TASK INSTRUCTIONS ▸ It would help if you retyped the data exactly, leaving out the pictures.

* * * * * * *

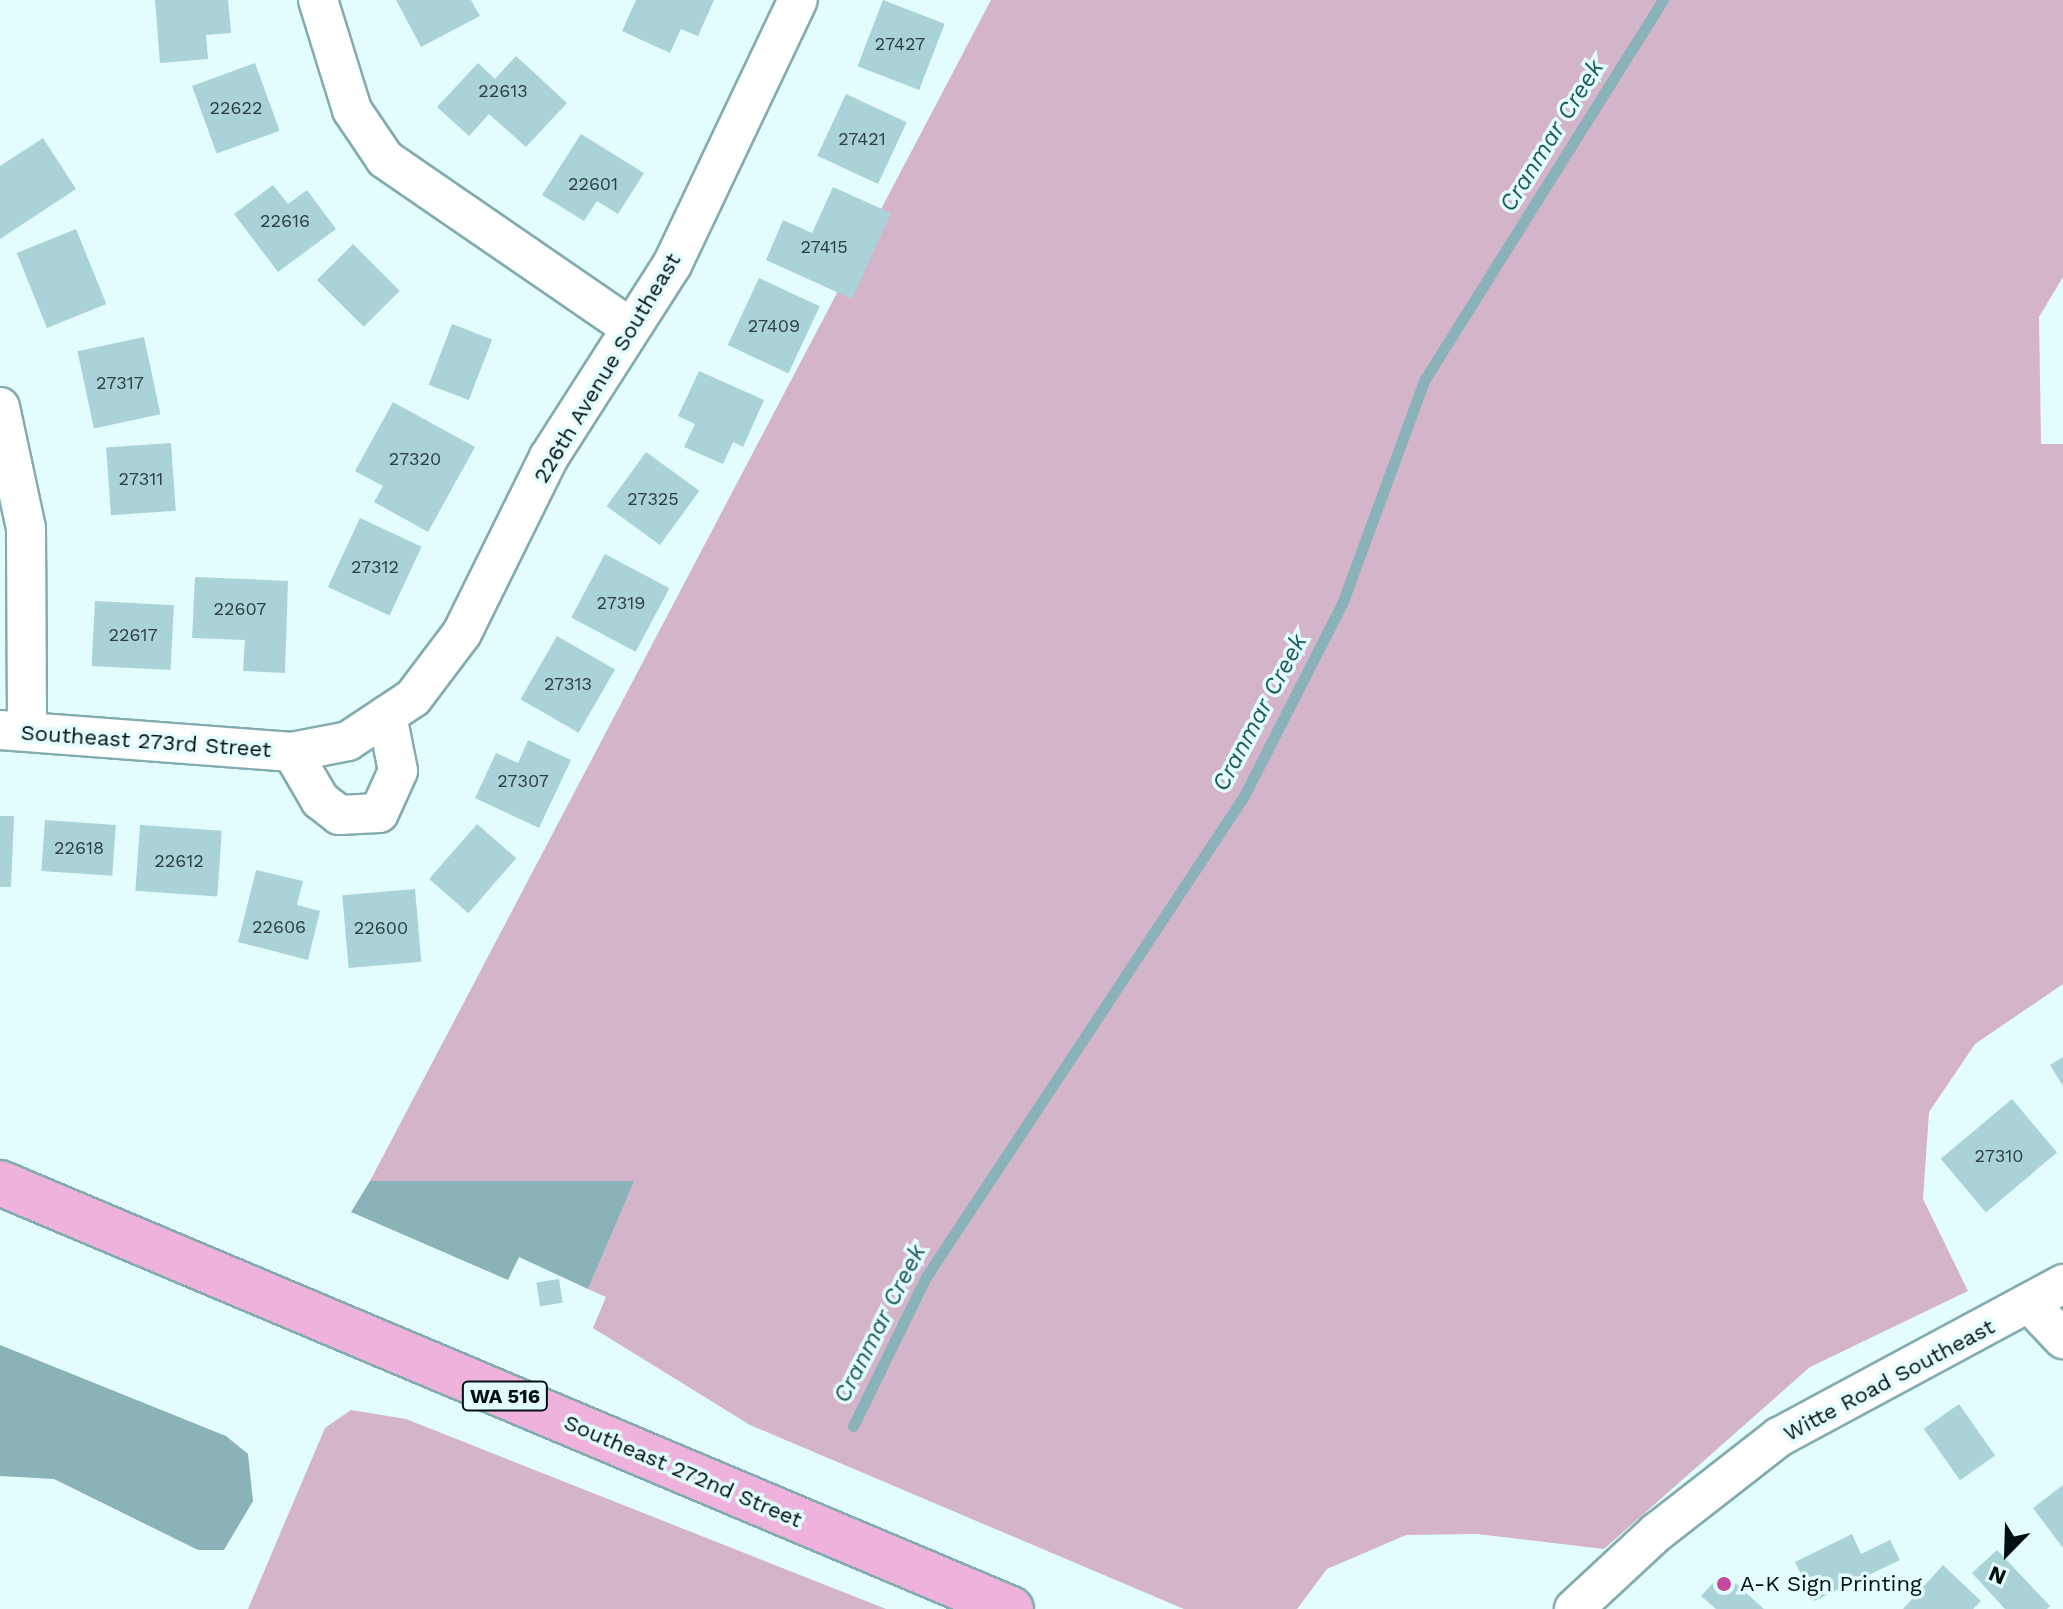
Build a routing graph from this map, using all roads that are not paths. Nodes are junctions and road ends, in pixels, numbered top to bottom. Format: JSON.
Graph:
{"nodes":[{"id":1,"x":318,"y":0,"type":"edge"},
{"id":2,"x":798,"y":0,"type":"edge"},
{"id":3,"x":628,"y":326,"type":"junction"},
{"id":4,"x":0,"y":407,"type":"edge"},
{"id":5,"x":387,"y":715,"type":"junction"},
{"id":6,"x":14,"y":730,"type":"edge"},
{"id":7,"x":348,"y":741,"type":"joint"},
{"id":8,"x":292,"y":752,"type":"junction"},
{"id":9,"x":0,"y":1183,"type":"edge"},
{"id":10,"x":2063,"y":1284,"type":"edge"},
{"id":11,"x":2031,"y":1305,"type":"junction"},
{"id":12,"x":2063,"y":1339,"type":"edge"},
{"id":13,"x":1011,"y":1609,"type":"edge"},
{"id":14,"x":1574,"y":1609,"type":"edge"}],
"edges":[{"from":1,"to":3,"type":"street"},
{"from":2,"to":3,"type":"street","name":"226th Avenue Southeast"},
{"from":3,"to":5,"type":"street","name":"226th Avenue Southeast"},
{"from":4,"to":6,"type":"street"},
{"from":5,"to":7,"type":"street","name":"226th Avenue Southeast"},
{"from":5,"to":8,"type":"street","name":"Southeast 273rd Street"},
{"from":6,"to":8,"type":"street","name":"Southeast 273rd Street"},
{"from":7,"to":8,"type":"street","name":"Southeast 273rd Street"},
{"from":9,"to":13,"type":"main road","name":"Southeast 272nd Street","number":"WA 516"},
{"from":10,"to":11,"type":"street","name":"Witte Road Southeast"},
{"from":11,"to":12,"type":"street"},
{"from":11,"to":14,"type":"street","name":"Witte Road Southeast"}]}
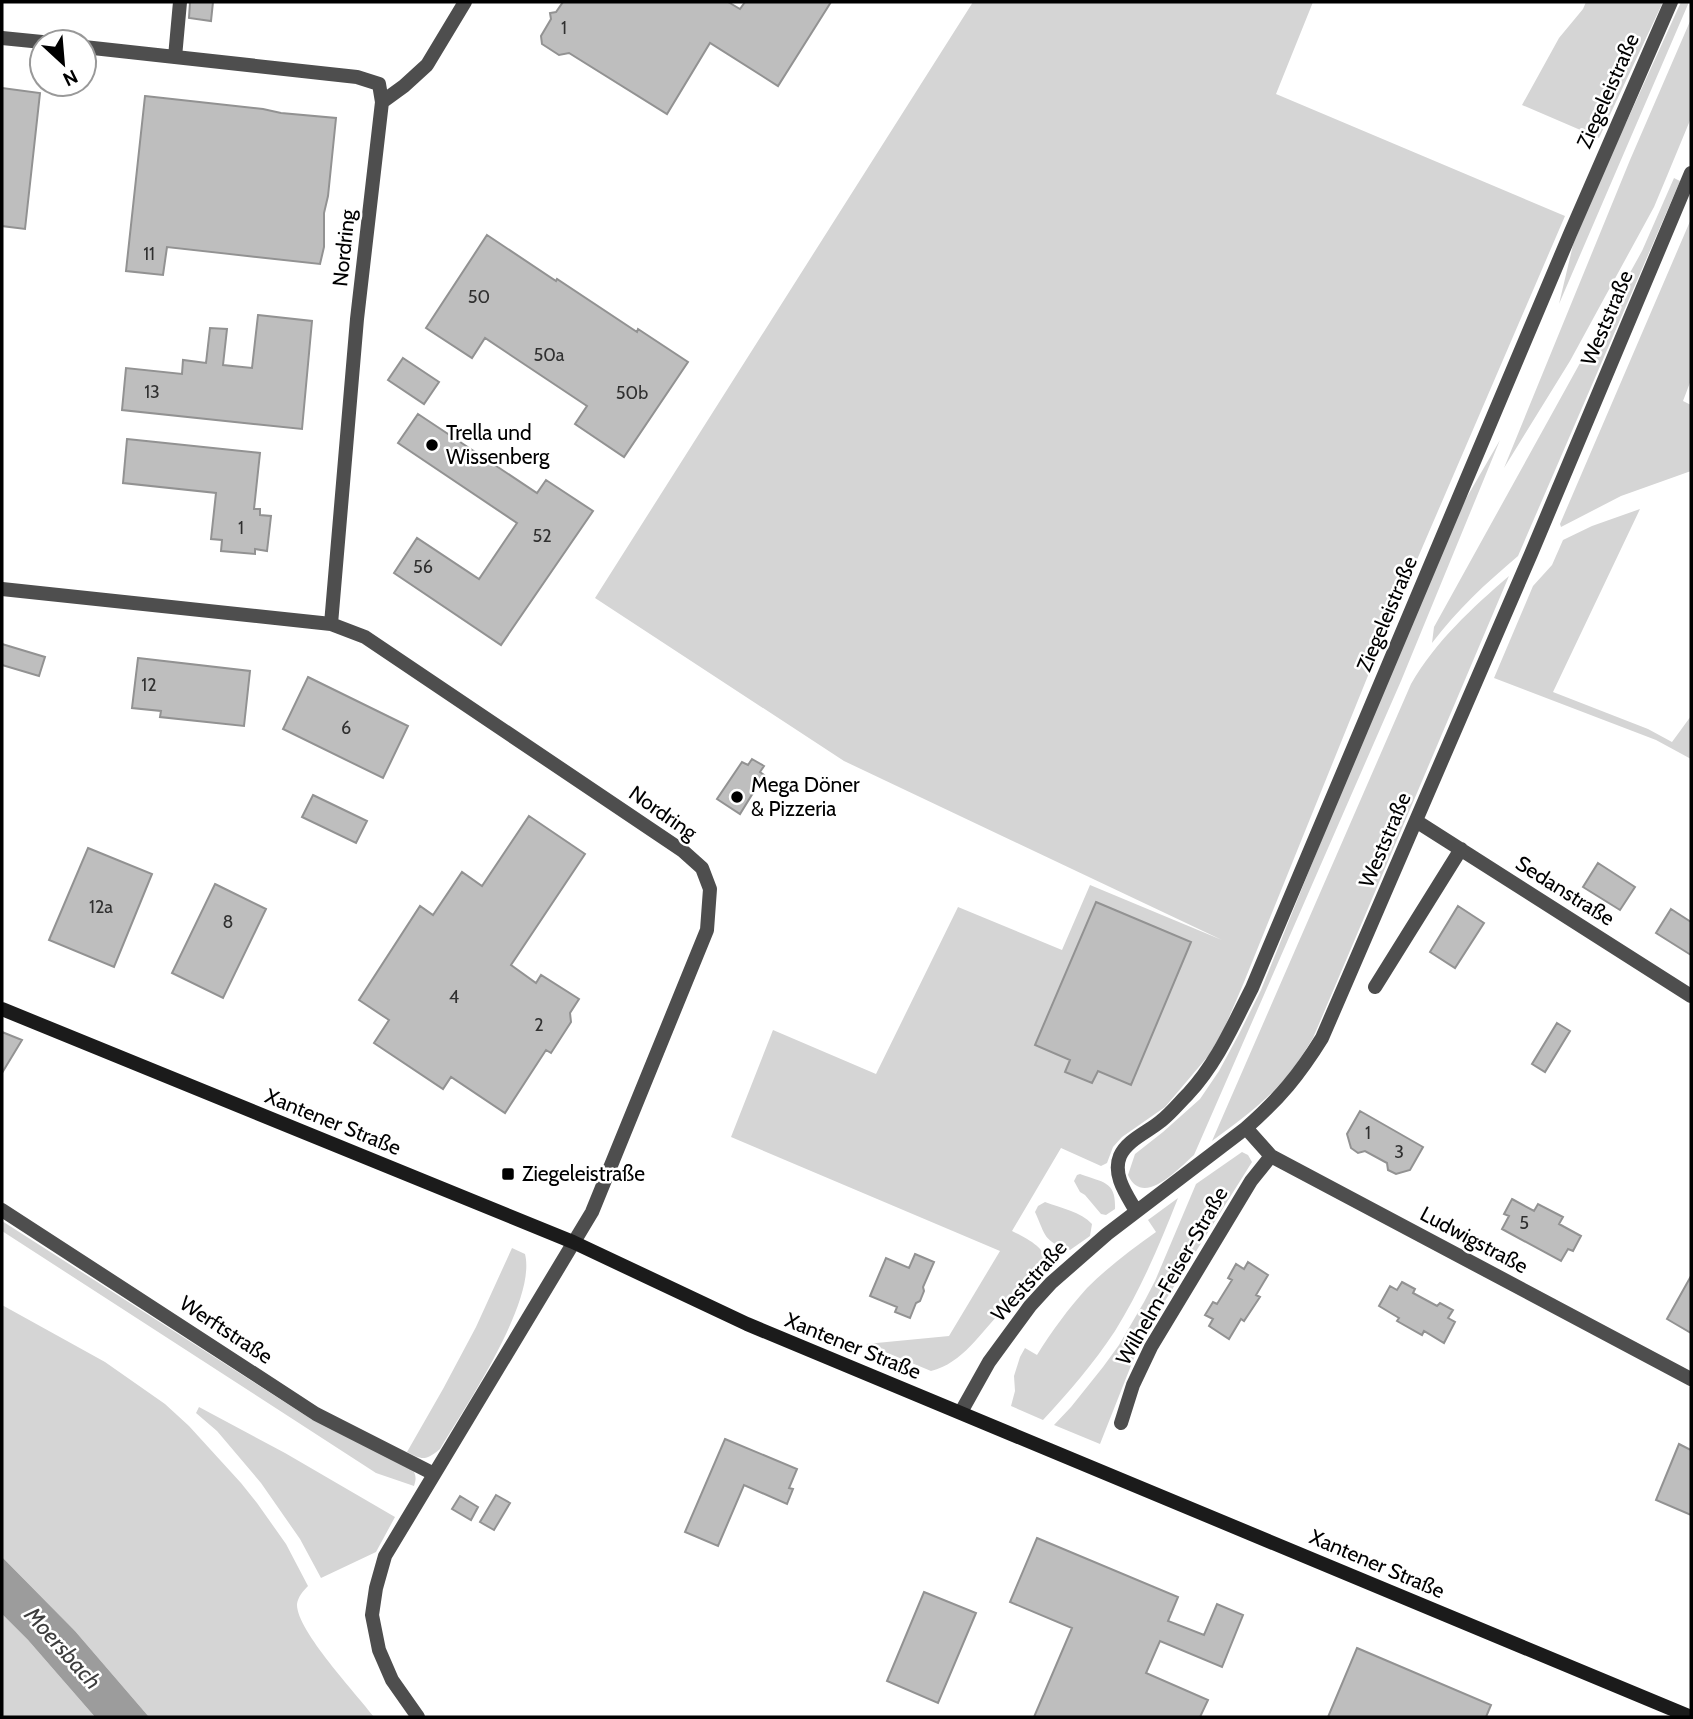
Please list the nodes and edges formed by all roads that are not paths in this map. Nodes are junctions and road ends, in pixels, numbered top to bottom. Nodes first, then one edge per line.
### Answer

* * * * * * *

EXERCISE RESULT ▸
Build a routing graph from this map, using all roads that are not paths. Nodes are junctions and road ends, in pixels, numbered top to bottom. Format: JSON.
Graph:
{"nodes":[{"id":1,"x":318,"y":0,"type":"edge"},
{"id":2,"x":798,"y":0,"type":"edge"},
{"id":3,"x":628,"y":326,"type":"junction"},
{"id":4,"x":0,"y":407,"type":"edge"},
{"id":5,"x":387,"y":715,"type":"junction"},
{"id":6,"x":14,"y":730,"type":"edge"},
{"id":7,"x":348,"y":741,"type":"joint"},
{"id":8,"x":292,"y":752,"type":"junction"},
{"id":9,"x":0,"y":1183,"type":"edge"},
{"id":10,"x":2063,"y":1284,"type":"edge"},
{"id":11,"x":2031,"y":1305,"type":"junction"},
{"id":12,"x":2063,"y":1339,"type":"edge"},
{"id":13,"x":1011,"y":1609,"type":"edge"},
{"id":14,"x":1574,"y":1609,"type":"edge"}],
"edges":[{"from":1,"to":3,"type":"street"},
{"from":2,"to":3,"type":"street","name":"226th Avenue Southeast"},
{"from":3,"to":5,"type":"street","name":"226th Avenue Southeast"},
{"from":4,"to":6,"type":"street"},
{"from":5,"to":7,"type":"street","name":"226th Avenue Southeast"},
{"from":5,"to":8,"type":"street","name":"Southeast 273rd Street"},
{"from":6,"to":8,"type":"street","name":"Southeast 273rd Street"},
{"from":7,"to":8,"type":"street","name":"Southeast 273rd Street"},
{"from":9,"to":13,"type":"main road","name":"Southeast 272nd Street","number":"WA 516"},
{"from":10,"to":11,"type":"street","name":"Witte Road Southeast"},
{"from":11,"to":12,"type":"street"},
{"from":11,"to":14,"type":"street","name":"Witte Road Southeast"}]}
Please list the nodes and edges formed by all roads that are not paths in this map. Nodes are junctions and road ends, in pixels, numbered top to bottom. Nodes first, then one edge per line.
### Answer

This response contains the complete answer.